• I'm Not Done Yet: Fermentation

    September 28, 2017 07:16

    The theme of harvest this month includes the end of harvesting grapes but the cellar crew doesn’t consider harvest over until the last tank of wine has been fermented and pressed and sent to rest and await barreling in the winter. The process of fermentation, which transforms the sugar in the grapes to alcohol through a little chemical magic utilizing yeast, is the beginning of wine. The vineyards have done their work growing the grapes but once they are in the tank it is the winemaking crew that begins the transformation from a sticky mass of juice and berries to new wine.

    We use temperature controlled stainless steel tanks to hold the must-which is a combination of the juice, skins and seeds transferred from the crush pad. If the grape is a white varietal like Sauvignon Blanc the must goes directly to press where the skins and seeds aren’t needed and then is transferred to tank for fermentation. Red wine grapes like Zinfandel go directly past the press and into the tanks. In the case of both white and red grapes the must rests for 24-48 hours to chill before yeast is introduced to begin the fermentation. This gives it time to cool down and the importance of this is to slow the process down to give time to the actual fermentation. Akin to a race horse, the juice is raring to get out of the gate and finish-which doesn’t allow for development of flavors. The winemaking team chooses the right yeast for the right grape in order to get the best out of the grape.

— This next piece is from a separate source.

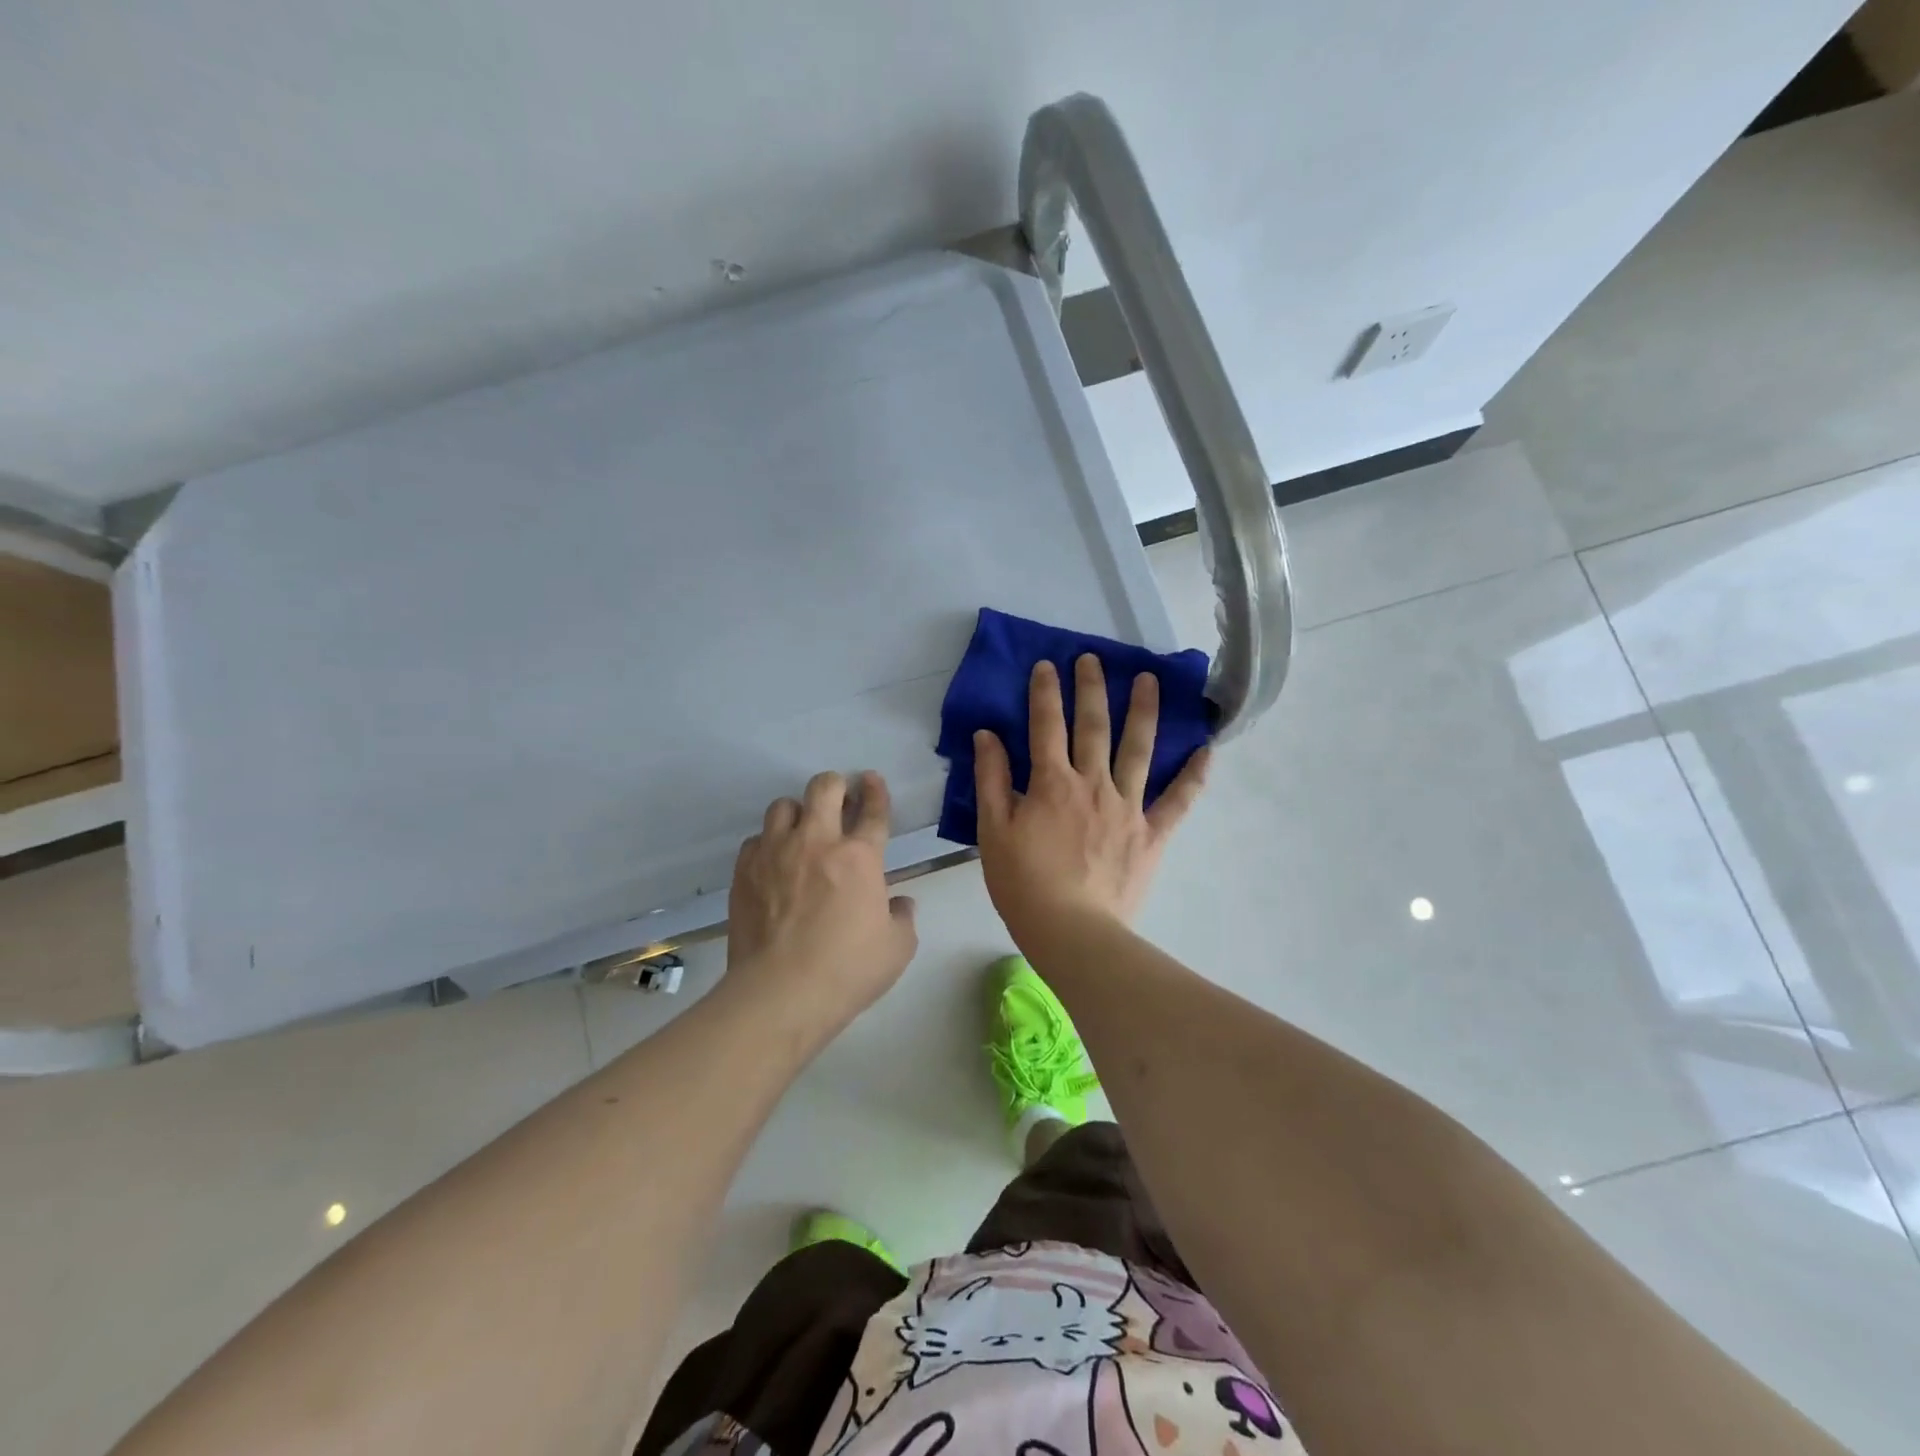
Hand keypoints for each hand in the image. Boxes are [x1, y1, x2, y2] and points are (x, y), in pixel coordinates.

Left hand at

    Another way to get the flavor developed is to pump over the cap. The skins and seeds naturally rise to the top of the tank so the juice is pumped up and over the cap-kind of like the immersion of a tea bag where you get more color and flavor when immersed. This occurs every day until fermented dry-every last ounce of sugar is converted to alcohol. Skins and seeds float in the tank.

    Some wines go through the secondary fermentation called malo-lactic fermentation. Quick definition: malic acid is similar to tart green apple, lactic acid is similar to butter. Sauvignon Blanc and our Rose do not go through this process but part of our barrel fermented Chardonnay does and all red wines do. The reason? This secondary process softens the wine and instead of rustic rough edges you'll have one with smoother mouthfeel (or palate appeal).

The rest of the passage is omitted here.